§ What needs to be done: When you transcribe the lines below, keep every word the same and leave the pictures behind.

(Collected data)
_ _ _

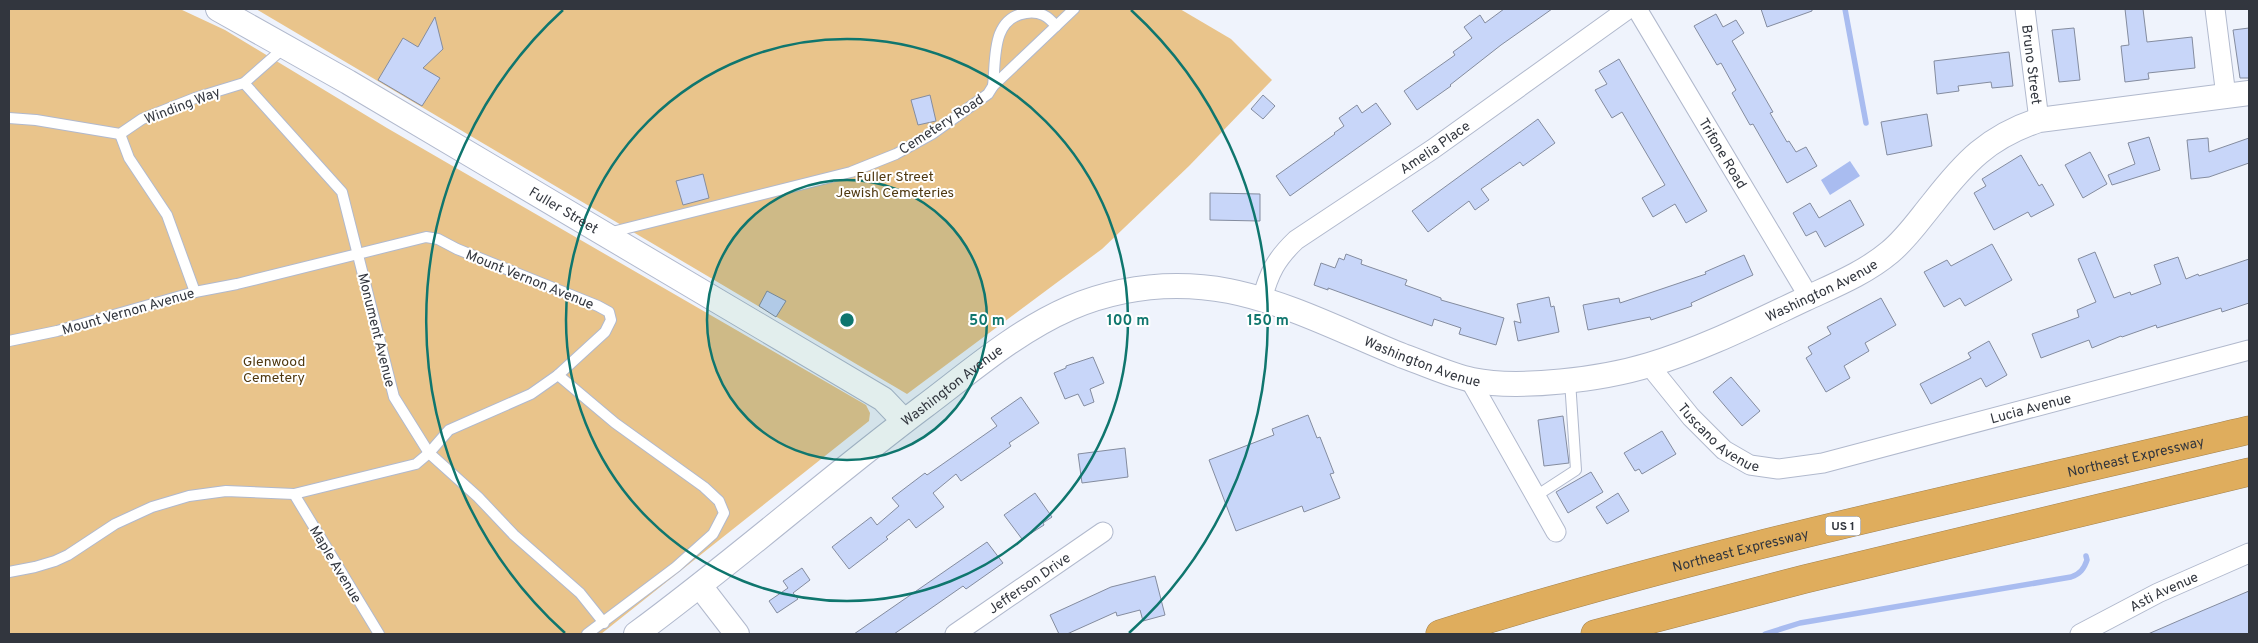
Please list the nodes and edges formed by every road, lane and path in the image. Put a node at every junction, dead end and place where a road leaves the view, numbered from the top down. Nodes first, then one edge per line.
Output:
1 (218, 9) edge
2 (1074, 9) edge
3 (1628, 9) edge
4 (1637, 9) edge
5 (2025, 9) edge
6 (2215, 9) edge
7 (1056, 26) junction
8 (286, 46) junction
9 (244, 83) junction
10 (994, 86) junction
11 (2249, 93) edge
12 (2226, 96) junction
13 (9, 118) edge
14 (2039, 120) junction
15 (120, 134) junction
16 (605, 234) junction
17 (358, 254) junction
18 (195, 292) junction
19 (1809, 297) junction
20 (1262, 300) junction
21 (9, 341) edge
22 (2249, 350) edge
23 (1649, 365) junction
24 (558, 375) junction
25 (1470, 380) junction
26 (1570, 380) junction
27 (904, 420) junction
28 (2249, 430) edge
29 (429, 453) junction
30 (1812, 464) joint
31 (2249, 472) edge
32 (294, 494) junction
33 (1536, 496) junction
34 (1103, 532) dead end
35 (1556, 532) dead end
36 (2249, 553) edge
37 (9, 572) edge
38 (700, 586) junction
39 (604, 623) junction
40 (379, 634) edge
41 (587, 634) edge
42 (636, 634) edge
43 (737, 634) edge
44 (955, 634) edge
45 (1440, 634) edge
46 (1595, 634) edge
47 (2080, 634) edge

1 - 8 street, Fuller Street
2 - 7 lane, Cemetery Road
3 - 20 street, Amelia Place
4 - 19 street, Trifone Road
5 - 14 street, Bruno Street
6 - 12 street
7 - 10 lane, Cemetery Road
7 - 10 lane
8 - 9 lane, Winding Way
8 - 16 street, Fuller Street
9 - 15 lane, Winding Way
9 - 17 lane, Monument Avenue
10 - 16 lane, Cemetery Road
11 - 12 street, Washington Avenue
12 - 14 street, Washington Avenue
13 - 15 lane
14 - 19 street, Washington Avenue
15 - 18 lane
16 - 27 street, Fuller Street
17 - 18 lane, Mount Vernon Avenue
17 - 24 lane, Mount Vernon Avenue
17 - 29 lane, Monument Avenue
18 - 21 lane, Mount Vernon Avenue
19 - 23 street, Washington Avenue
20 - 25 street, Washington Avenue
20 - 27 street, Washington Avenue
22 - 30 street, Lucia Avenue
23 - 26 street, Washington Avenue
23 - 30 street, Tuscano Avenue
24 - 29 lane
24 - 39 lane
25 - 26 street, Washington Avenue
25 - 33 street
26 - 33 lane
27 - 38 street, Washington Avenue
28 - 45 highway, Northeast Expressway / US 1
29 - 32 lane
29 - 39 lane, Monument Avenue
31 - 46 highway
32 - 37 lane
32 - 40 lane, Maple Avenue
33 - 35 street
34 - 44 street, Jefferson Drive
36 - 47 street, Asti Avenue
38 - 42 street, Washington Avenue
38 - 43 street
39 - 41 lane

_ _ _

§ Answer to the exercise:
Please list the nodes and edges formed by every road, lane and path in the image. Put a node at every junction, dead end and place where a road leaves the view, numbered from the top down. Nodes first, then one edge per line.
Output:
1 (218, 9) edge
2 (1074, 9) edge
3 (1628, 9) edge
4 (1637, 9) edge
5 (2025, 9) edge
6 (2215, 9) edge
7 (1056, 26) junction
8 (286, 46) junction
9 (244, 83) junction
10 (994, 86) junction
11 (2249, 93) edge
12 (2226, 96) junction
13 (9, 118) edge
14 (2039, 120) junction
15 (120, 134) junction
16 (605, 234) junction
17 (358, 254) junction
18 (195, 292) junction
19 (1809, 297) junction
20 (1262, 300) junction
21 (9, 341) edge
22 (2249, 350) edge
23 (1649, 365) junction
24 (558, 375) junction
25 (1470, 380) junction
26 (1570, 380) junction
27 (904, 420) junction
28 (2249, 430) edge
29 (429, 453) junction
30 (1812, 464) joint
31 (2249, 472) edge
32 (294, 494) junction
33 (1536, 496) junction
34 (1103, 532) dead end
35 (1556, 532) dead end
36 (2249, 553) edge
37 (9, 572) edge
38 (700, 586) junction
39 (604, 623) junction
40 (379, 634) edge
41 (587, 634) edge
42 (636, 634) edge
43 (737, 634) edge
44 (955, 634) edge
45 (1440, 634) edge
46 (1595, 634) edge
47 (2080, 634) edge

1 - 8 street, Fuller Street
2 - 7 lane, Cemetery Road
3 - 20 street, Amelia Place
4 - 19 street, Trifone Road
5 - 14 street, Bruno Street
6 - 12 street
7 - 10 lane, Cemetery Road
7 - 10 lane
8 - 9 lane, Winding Way
8 - 16 street, Fuller Street
9 - 15 lane, Winding Way
9 - 17 lane, Monument Avenue
10 - 16 lane, Cemetery Road
11 - 12 street, Washington Avenue
12 - 14 street, Washington Avenue
13 - 15 lane
14 - 19 street, Washington Avenue
15 - 18 lane
16 - 27 street, Fuller Street
17 - 18 lane, Mount Vernon Avenue
17 - 24 lane, Mount Vernon Avenue
17 - 29 lane, Monument Avenue
18 - 21 lane, Mount Vernon Avenue
19 - 23 street, Washington Avenue
20 - 25 street, Washington Avenue
20 - 27 street, Washington Avenue
22 - 30 street, Lucia Avenue
23 - 26 street, Washington Avenue
23 - 30 street, Tuscano Avenue
24 - 29 lane
24 - 39 lane
25 - 26 street, Washington Avenue
25 - 33 street
26 - 33 lane
27 - 38 street, Washington Avenue
28 - 45 highway, Northeast Expressway / US 1
29 - 32 lane
29 - 39 lane, Monument Avenue
31 - 46 highway
32 - 37 lane
32 - 40 lane, Maple Avenue
33 - 35 street
34 - 44 street, Jefferson Drive
36 - 47 street, Asti Avenue
38 - 42 street, Washington Avenue
38 - 43 street
39 - 41 lane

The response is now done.